Saturday, February 28, 2015

February 2015

For a short month we were really busy.  Sam is still playing basketball twice each week.  His physical condition has really improved and he's giving his teammates and trainers lots of opportunities to practice their English.

I'm still teaching English a couple of evenings a week.  Work is slow for Cam, so he comes along most nights and provides another voice in the classroom.  Nicole volunteers once each week in their pre-school room during English hour.  She also had an opportunity to teach English to a grade four class and a grade 7 class this month.  

Water, water everywhere.

Demolition complete.

Big news this month is the rebuilding of our retaining wall. They aren't finished yet, but the crew is making good progress. (see below)  All the cement for this project is being hand mixed on the ground in the lane and transported by wheel barrow.  All the rock is "recycled" from the old wall.  

There is a lot of work going on in our lane.  The neighbours two doors down are getting new sidewalk tiles and the neighbours on the other side of them are getting a new roof.  Both work crews arrive randomly and leave piles of debris.  

The roofers also appear to have acquired our watering hose (and broken) our hose reel.

February 24, Johanna flew back to Canada to go to work.  She filled her own big suitcase. I gave her my big suitcase and she could have easily filled another one.  We stayed overnight with her in Istanbul. I took her to the airport at 6 a.m. for her 8:10 a.m. flight.  

Istanbul traffic is legendary.  One reason is the huge number of transport trucks moving goods in and out of Europe.  The license plate from this truck says it's registered in Iran, you can see the yellow plate written in Arabic on the trailer door.  Sadly the license plate is less visible.

On the way home from Istanbul, we stopped at the Florya Mall so we could get some bacon from the Macro Centre.  This little grocery store sells all the regular Turkish products, side by side with grocery products from home we don't see in our local Kipa (grocery).  Among other things we got some Cheerios, a bottle of HP, a container each of mint jelly, and horseradish and two packages of bacon. The prices are about what you'd expect for "imported" groceries.  We all enjoy Turkish food, but it's nice to have flavours which remind us of home.

We have a cast iron Dutch oven at home.  Cam has been "YouTube learning" so he can use it when we go camping this summer.  When we found one for sale at The Macro Centre, we couldn't resist.  

Saturday, February 14, 2015

When the Family Ride is a Motorcycle

This couple and their daughter are going home from the market on Valentime's Day.

He's got the groceries and the stroller carefully positioned on the handles of the bike and she's got the sleeping baby.

Friday, February 6, 2015

Snail mail - or another exercise in patience.....

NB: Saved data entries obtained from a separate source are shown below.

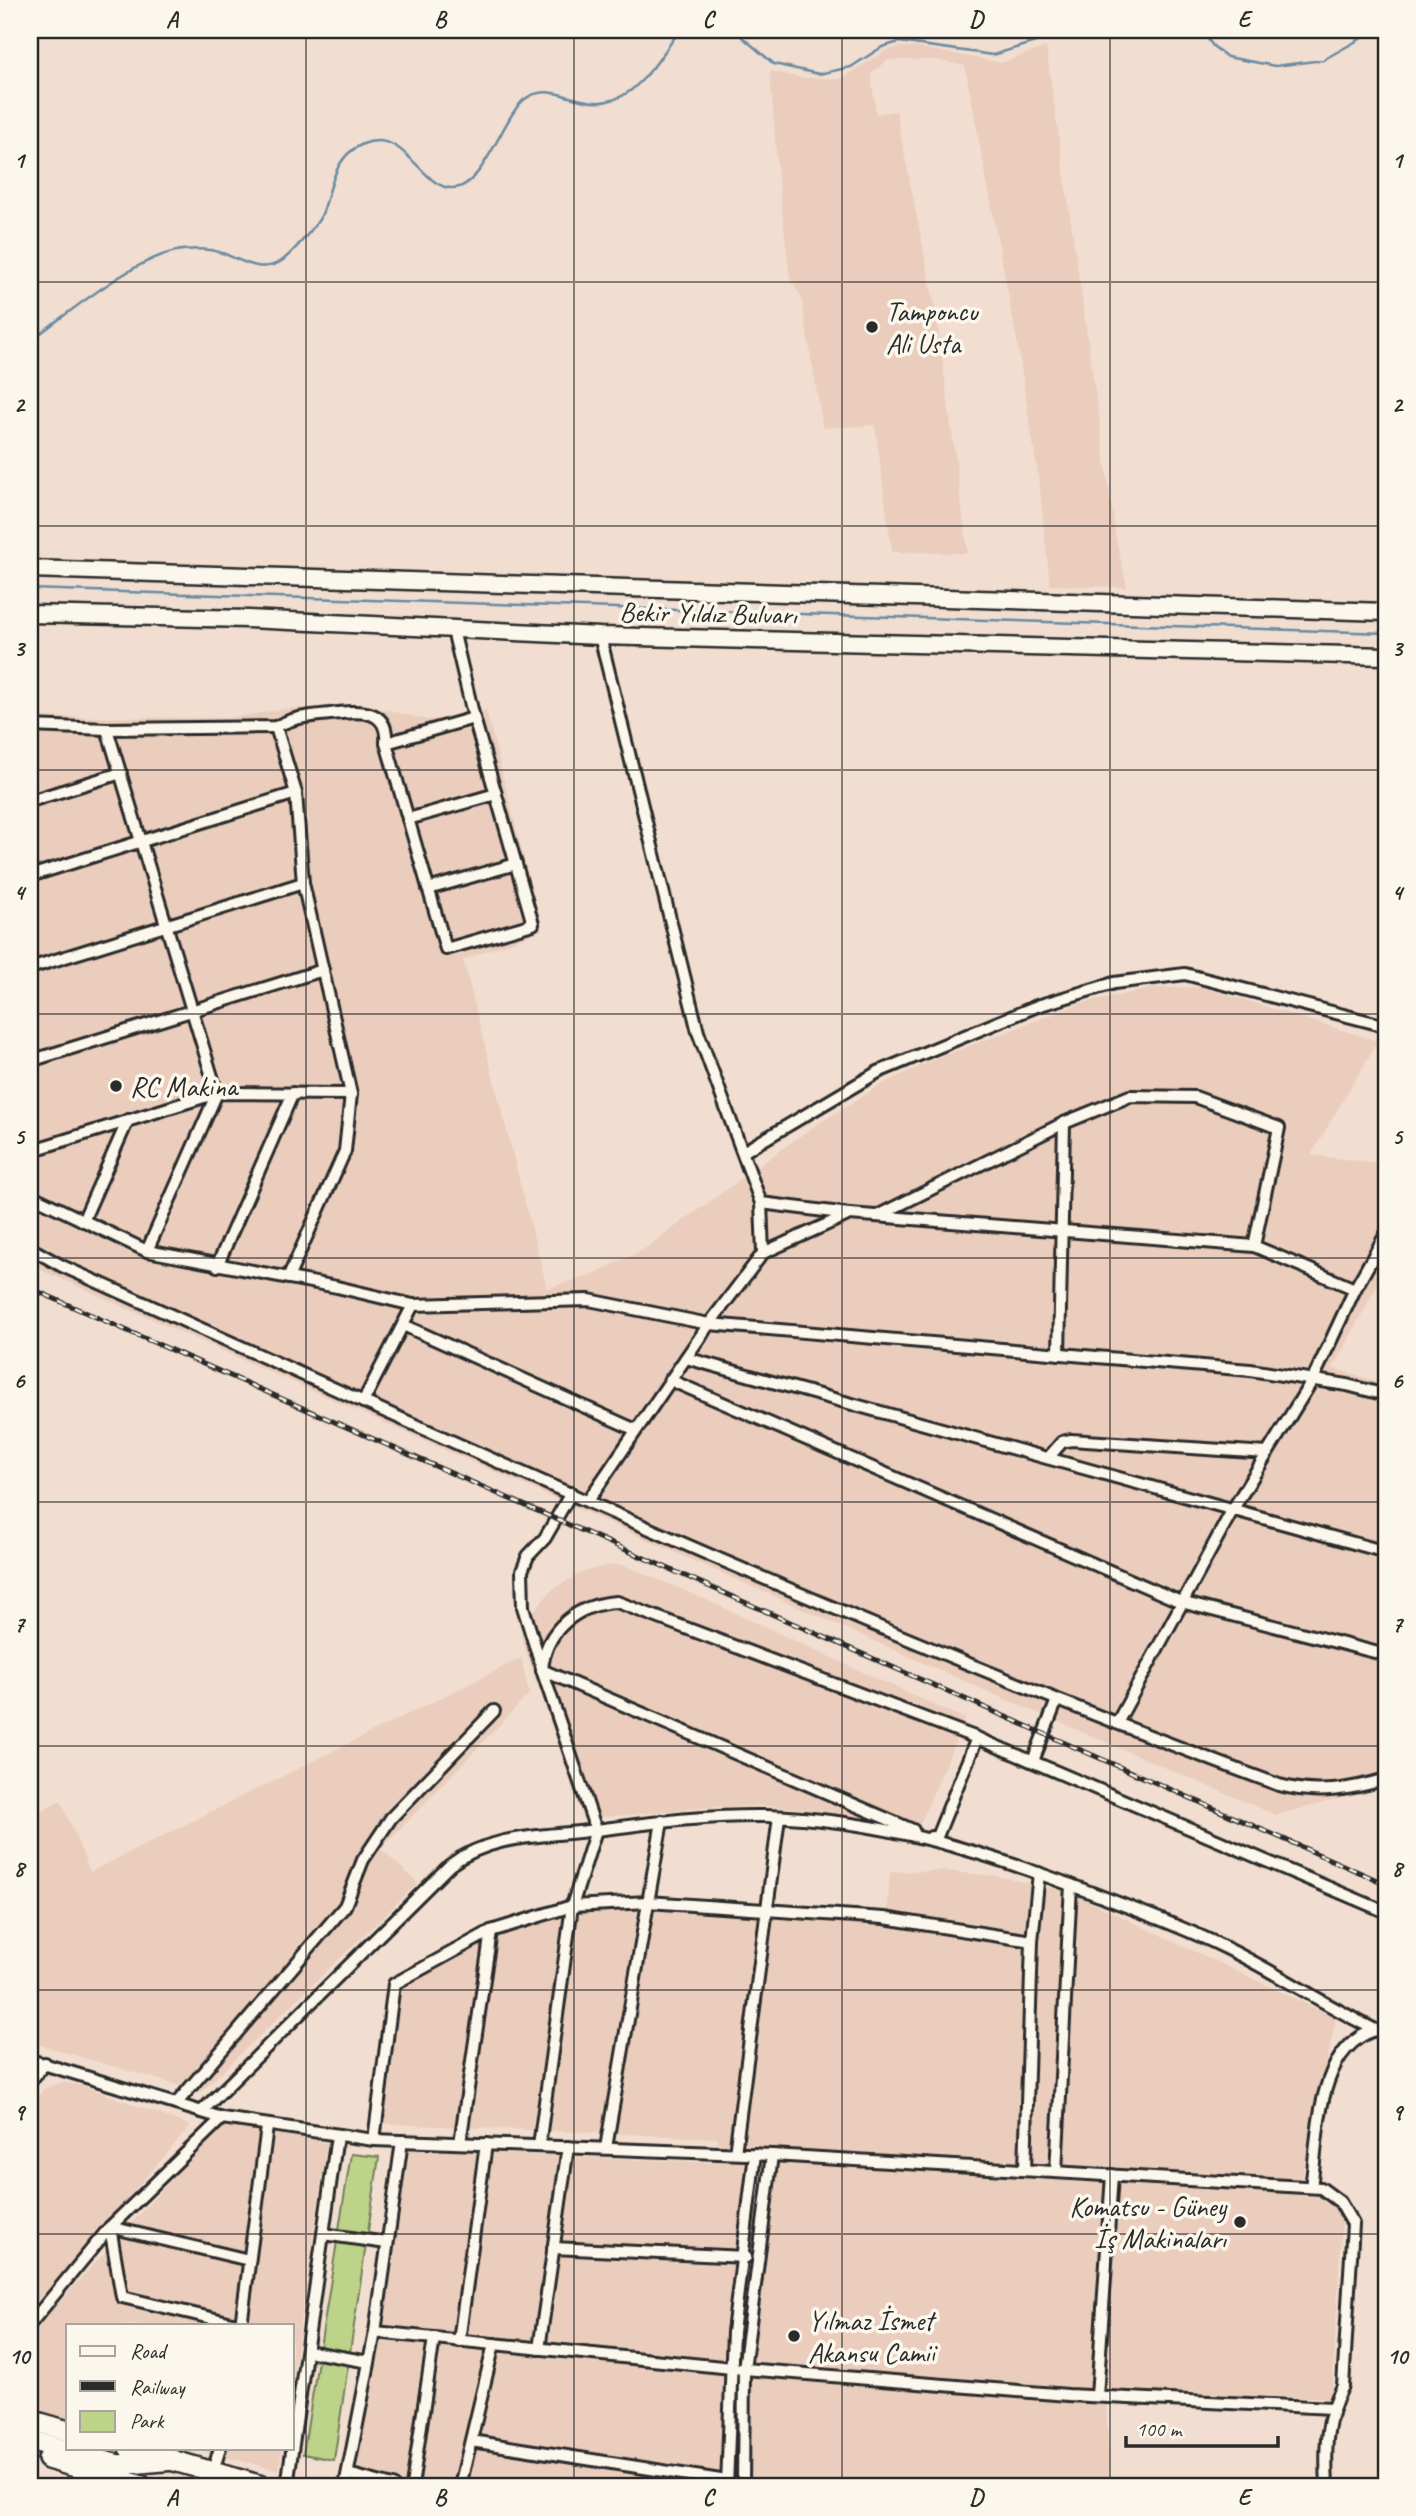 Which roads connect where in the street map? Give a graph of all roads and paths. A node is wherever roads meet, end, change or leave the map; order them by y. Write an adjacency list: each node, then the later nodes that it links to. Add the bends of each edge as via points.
1 (30, 569): 2 (main road, Bekir Yıldız Bulvarı)
2 (1386, 612)
3 (30, 614): 4 (main road, Bekir Yıldız Bulvarı, via 248,619)
4 (453, 631): 5 (main road, Bekir Yıldız Bulvarı); 7 (street)
5 (600, 636): 6 (main road, Bekir Yıldız Bulvarı); 34 (street, via 698,1032)
6 (1386, 656)
7 (474, 718): 11 (street); 14 (street)
8 (30, 726): 10 (street)
9 (276, 727): 10 (street); 11 (street, via 290,719 365,711 384,725); 13 (street)
10 (107, 729): 12 (street)
11 (386, 743): 16 (street)
12 (121, 773): 15 (street); 17 (street)
13 (296, 793): 17 (street); 20 (street)
14 (496, 794): 16 (street); 18 (street)
15 (30, 802)
16 (408, 819): 21 (street)
17 (141, 842): 19 (street); 22 (street)
18 (516, 864): 21 (street); 21 (street, via 533,924 446,949)
19 (30, 876)
20 (303, 883): 22 (street); 24 (street)
21 (428, 889)
22 (167, 925): 23 (street); 25 (street)
23 (30, 968)
24 (323, 970): 25 (street); 30 (street)
25 (192, 1011): 27 (street); 28 (street)
26 (1386, 1026): 34 (street, via 1185,974 1114,983 1037,1006 878,1072)
27 (30, 1061)
28 (217, 1093): 29 (street); 31 (street); 44 (street)
29 (293, 1093): 30 (street); 46 (street)
30 (351, 1094): 47 (street, via 345,1151)
31 (128, 1120): 33 (street); 39 (street)
32 (1064, 1123): 38 (street); 40 (street); 42 (street, via 1130,1096 1195,1097 1279,1128)
33 (30, 1150)
34 (743, 1152): 36 (street)
35 (30, 1195): 39 (street)
36 (761, 1203): 37 (street); 45 (street)
37 (850, 1214): 38 (street); 45 (street)
38 (876, 1216): 40 (street)
39 (83, 1221): 44 (street)
40 (1063, 1231): 42 (street); 52 (street)
41 (1386, 1234): 48 (street)
42 (1254, 1246): 48 (street)
43 (30, 1248): 57 (street)
44 (147, 1251): 46 (street)
45 (763, 1253): 50 (street)
46 (217, 1266): 47 (street)
47 (288, 1278): 49 (street)
48 (1355, 1289): 54 (street)
49 (413, 1305): 50 (street, via 589,1300); 51 (street)
50 (709, 1324): 52 (street); 53 (street)
51 (403, 1325): 57 (street); 58 (street)
52 (1059, 1354): 54 (street)
53 (686, 1358): 55 (street); 60 (street)
54 (1313, 1379): 56 (street); 59 (street)
55 (670, 1380): 58 (street); 65 (street)
56 (1386, 1395)
57 (363, 1402): 61 (street)
58 (636, 1430): 62 (street)
59 (1267, 1453): 60 (street, via 1071,1440 1062,1442); 63 (street)
60 (1048, 1458): 63 (street)
61 (571, 1493): 62 (street); 67 (street, via 545,1538 528,1556 521,1578 523,1607)
62 (588, 1501): 68 (street, via 936,1653)
63 (1233, 1509): 64 (street); 65 (street)
64 (1386, 1552)
65 (1181, 1602): 66 (street); 70 (street)
66 (1386, 1655)
67 (542, 1670): 71 (street, via 548,1643 566,1621 590,1607 617,1602); 76 (street); 77 (street)
68 (1057, 1700): 70 (street); 72 (street)
69 (494, 1711): 90 (street, via 391,1818 363,1860 345,1906)
70 (1117, 1723): 73 (street, via 1294,1788 1338,1791)
71 (977, 1738): 72 (street); 77 (street)
72 (1033, 1761): 83 (street)
73 (1386, 1779)
74 (779, 1817): 75 (street); 77 (street); 82 (street)
75 (662, 1821): 76 (street); 80 (street)
76 (596, 1830): 81 (street); 91 (street, via 499,1841 459,1858)
77 (936, 1839): 78 (street)
78 (1039, 1873): 79 (street); 85 (street)
79 (1071, 1885): 86 (street, via 1223,1946); 106 (street)
80 (648, 1902): 81 (street); 82 (street); 101 (street)
81 (572, 1906): 84 (street); 99 (street)
82 (766, 1911): 85 (street, via 884,1918); 102 (street)
83 (1386, 1912)
84 (491, 1931): 95 (street, via 394,1984); 97 (street)
85 (1032, 1941): 105 (street)
86 (1381, 2033): 108 (street, via 1345,2047 1331,2067)
87 (30, 2060): 88 (street)
88 (45, 2063): 89 (street); 90 (street)
89 (30, 2082)
90 (176, 2104): 91 (street)
91 (201, 2112): 92 (street)
92 (222, 2118): 93 (street); 109 (street)
93 (267, 2127): 94 (street); 115 (street)
94 (337, 2136): 95 (street); 110 (street)
95 (374, 2140): 96 (street)
96 (402, 2141): 97 (street); 111 (street)
97 (460, 2143): 98 (street)
98 (486, 2144): 99 (street); 121 (street)
99 (539, 2146): 100 (street)
100 (568, 2147): 101 (street); 112 (street)
101 (606, 2148): 102 (street)
102 (735, 2153): 103 (street)
103 (755, 2154): 104 (street); 113 (street)
104 (772, 2155): 105 (street); 114 (street)
105 (1025, 2170): 106 (street)
106 (1056, 2172): 107 (street)
107 (1112, 2175): 108 (street); 127 (street)
108 (1311, 2186): 128 (street, via 1335,2196 1353,2224 1343,2385)
109 (110, 2227): 115 (street); 116 (street); 117 (street, via 122,2297)
110 (323, 2234): 111 (street); 124 (street)
111 (387, 2243): 119 (street)
112 (553, 2248): 113 (street); 123 (street)
113 (742, 2256): 114 (street); 126 (street)
114 (758, 2259): 126 (street)
115 (249, 2260): 118 (street)
116 (30, 2324)
117 (237, 2324)
118 (241, 2324)
119 (375, 2332): 120 (street); 125 (street)
120 (434, 2338): 121 (street); 148 (street)
121 (459, 2341): 122 (street)
122 (494, 2344): 123 (street); 133 (street)
123 (539, 2349): 126 (street)
124 (307, 2351): 125 (street); 131 (street)
125 (369, 2362): 140 (street)
126 (738, 2369): 127 (street); 142 (street); 150 (street)
127 (1097, 2396): 128 (street)
128 (1332, 2409): 151 (street, via 1325,2447)
129 (30, 2420): 130 (highway)
130 (66, 2430)
131 (294, 2439)
132 (30, 2440): 138 (highway, via 118,2465)
133 (471, 2441): 142 (street); 149 (street)
134 (136, 2450): 138 (highway)
135 (219, 2450): 139 (street)
136 (292, 2450): 145 (street)
137 (30, 2454): 141 (highway)
138 (174, 2460): 139 (highway)
139 (212, 2471): 144 (highway)
140 (348, 2474): 146 (street); 147 (street)
141 (89, 2479): 143 (highway)
142 (727, 2484)
143 (142, 2486)
144 (262, 2486)
145 (287, 2486)
146 (345, 2486)
147 (393, 2486)
148 (412, 2486)
149 (460, 2486)
150 (743, 2486)
151 (1327, 2486)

One of the less straight forward aspects of Expat life is maintaining contact with people and hobbies back home.  Our family reads voraciously, but English reading material is hard to come by and is quite limited in variety.  We have a network the accumulates our snail mail and forwards it to us.  This is effective, but can be quite slow.  We are only now (Feb 6) reading our Christmas cards most of which were mailed in mid December.  Flyers and catalogs are typically expired before they get to us.

For example, a friend from Manitoba sent me copies of a couple books he'd written and had published as a Christmas present.  They were post marked in Lynn Lake MB Dec 18, 2014.  They arrived here in near perfect condition, but the books had had quite a journey. Lynn Lake MB to Wimborne AB via Canada Post, where they languished for a time, waiting on enough mail to accumulate to justify a mail dump, Greyhound to Cowtown where they languished a week waiting on a decision whether to have them and the other mail hand carried over by the next person bound this way, or sent via international courier, FedExed from Cowtown office to regional office in Ankara, Turkey, then forwarded by Yurtici Cargo (local courier) to Gellibolu. The local courier called me at 10:30 this morning. I was home with the package before 12:30.... Hmmm, I wonder if MapQuest can add up the distance?....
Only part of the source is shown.